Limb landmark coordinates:

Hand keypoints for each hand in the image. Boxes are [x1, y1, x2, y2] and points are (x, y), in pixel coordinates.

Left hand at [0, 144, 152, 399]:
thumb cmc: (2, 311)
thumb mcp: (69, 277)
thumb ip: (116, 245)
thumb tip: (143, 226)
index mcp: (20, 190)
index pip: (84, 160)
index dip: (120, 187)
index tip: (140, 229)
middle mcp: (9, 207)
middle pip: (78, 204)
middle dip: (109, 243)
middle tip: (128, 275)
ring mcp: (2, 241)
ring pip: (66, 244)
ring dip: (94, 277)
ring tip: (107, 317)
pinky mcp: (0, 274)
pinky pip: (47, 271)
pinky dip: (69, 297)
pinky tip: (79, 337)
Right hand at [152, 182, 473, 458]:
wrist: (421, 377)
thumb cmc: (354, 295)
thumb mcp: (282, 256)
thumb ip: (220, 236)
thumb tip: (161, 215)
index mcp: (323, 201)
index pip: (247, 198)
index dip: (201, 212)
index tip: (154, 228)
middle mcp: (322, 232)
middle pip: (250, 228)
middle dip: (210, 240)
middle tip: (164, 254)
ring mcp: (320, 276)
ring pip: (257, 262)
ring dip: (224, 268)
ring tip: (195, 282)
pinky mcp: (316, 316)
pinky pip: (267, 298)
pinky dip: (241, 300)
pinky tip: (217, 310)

▶ **EXERCISE**
From the data above, copy each line where the string "thumb" appears.

▶ **EXERCISE RESPONSE**
thumb cmc: (2, 311)
thumb mcp: (69, 277)
thumb ip: (116, 245)
thumb tip: (143, 226)
thumb cmc: (354, 295)
thumb mcp: (282, 256)
thumb ip: (220, 236)
thumb tip: (161, 215)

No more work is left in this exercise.